Enter QuickBooks and the Akcigit All-Stars
Last week, Intuit QuickBooks released a new Small Business Index. The company has released data snapshots before—but this one is different. How? Let’s start with the methodology, of course. Here’s a few observations from the first two paragraphs of the Methodology page:
- “The Index uses purpose-built economic models to normalize anonymized QuickBooks data against official government statistics to reflect the general population of small businesses.”
- It is “calibrated against official statistics.”
Promising, but not quite a paragon of layperson clarity. So, what does all that mean? Basically, the research team takes QuickBooks data from a lot of small businesses (333,000 in the United States), all with fewer than 10 employees, compares the data (“calibrates”) to official government statistics, and—Voilà!—comes up with a pretty close approximation to the entire population of small businesses. (A full methodology paper has yet to be released.) Most encouragingly: “Unlike other small business indexes, it does not rely exclusively on survey data.”
As the report notes, the Index “is not a reflection of Intuit’s business.” That is, it’s not a tool that tells you how QuickBooks or Intuit customers are doing. The researchers make such a big deal out of “calibration” with official government statistics because they’re trying to create what doesn’t exist: a close to real-time gauge of how small businesses are faring in terms of employment levels and job growth.
It’s hard to overstate just how difficult this task is. There are something like 4.7 million small businesses in the United States with fewer than 10 employees. It’s nearly impossible to individually measure the performance of each. The research team has gone a long way toward cracking how to estimate it.
So … What Does It Say?
Enough methodological minutiae. What does the Index tell us?

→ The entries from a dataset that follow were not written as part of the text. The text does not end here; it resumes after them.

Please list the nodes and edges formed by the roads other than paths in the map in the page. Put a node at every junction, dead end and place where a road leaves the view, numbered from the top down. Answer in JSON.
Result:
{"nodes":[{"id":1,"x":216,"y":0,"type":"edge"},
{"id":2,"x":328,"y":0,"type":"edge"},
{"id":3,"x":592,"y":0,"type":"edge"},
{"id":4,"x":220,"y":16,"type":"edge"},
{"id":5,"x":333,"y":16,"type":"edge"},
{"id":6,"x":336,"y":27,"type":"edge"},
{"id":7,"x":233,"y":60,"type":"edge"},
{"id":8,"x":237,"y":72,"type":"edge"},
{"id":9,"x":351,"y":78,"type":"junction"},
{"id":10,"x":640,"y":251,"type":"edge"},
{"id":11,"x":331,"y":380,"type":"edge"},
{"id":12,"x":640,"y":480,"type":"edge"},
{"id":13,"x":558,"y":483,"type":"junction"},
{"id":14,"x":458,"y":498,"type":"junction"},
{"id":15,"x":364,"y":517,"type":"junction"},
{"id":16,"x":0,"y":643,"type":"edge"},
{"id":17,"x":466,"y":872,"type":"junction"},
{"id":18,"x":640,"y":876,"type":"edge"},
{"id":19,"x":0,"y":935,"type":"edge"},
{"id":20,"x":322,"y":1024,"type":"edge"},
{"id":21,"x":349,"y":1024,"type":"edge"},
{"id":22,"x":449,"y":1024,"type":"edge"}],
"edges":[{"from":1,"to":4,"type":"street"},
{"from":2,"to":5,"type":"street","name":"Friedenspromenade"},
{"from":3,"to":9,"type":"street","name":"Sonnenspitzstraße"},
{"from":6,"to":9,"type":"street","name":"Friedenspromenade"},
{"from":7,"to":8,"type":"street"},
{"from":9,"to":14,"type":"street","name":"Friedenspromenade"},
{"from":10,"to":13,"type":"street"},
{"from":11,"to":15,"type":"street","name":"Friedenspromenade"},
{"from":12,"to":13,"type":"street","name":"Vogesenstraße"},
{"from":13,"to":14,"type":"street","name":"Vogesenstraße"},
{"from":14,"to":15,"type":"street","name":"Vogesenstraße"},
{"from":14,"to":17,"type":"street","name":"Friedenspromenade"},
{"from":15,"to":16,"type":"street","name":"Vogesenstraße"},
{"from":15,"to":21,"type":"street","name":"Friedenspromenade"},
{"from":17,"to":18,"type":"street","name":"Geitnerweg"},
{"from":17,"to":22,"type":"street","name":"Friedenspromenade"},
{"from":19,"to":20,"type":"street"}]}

Here’s something that jumps out immediately: monthly employment growth by small businesses with fewer than 10 employees has been negative for seven consecutive months, through February 2023.
Employment growth among these small businesses varies geographically: positive (in February) in five of eight regions and negative in the other three. It also varies considerably by sector, with strong growth in February in Utilities and shrinkage in the Information sector. (Further exploration of the results and findings will be done in future columns.)
The research team also includes Canada and the United Kingdom in the Index. Canada displays similar geographic variation and sectoral variation to the United States. In the United Kingdom, however (where the variable is not exactly the same, job vacancies versus employment growth, but close enough), every part of the country saw a decline in job vacancies among small businesses in February. In only one sector was there growth.
The Index is impressive: the people involved, the analytical task, the data achievement. The dataset goes back to 2015 and will, according to the site, be released monthly. This should be an essential tool for everyone who cares about small business performance and how to improve the public policy environment.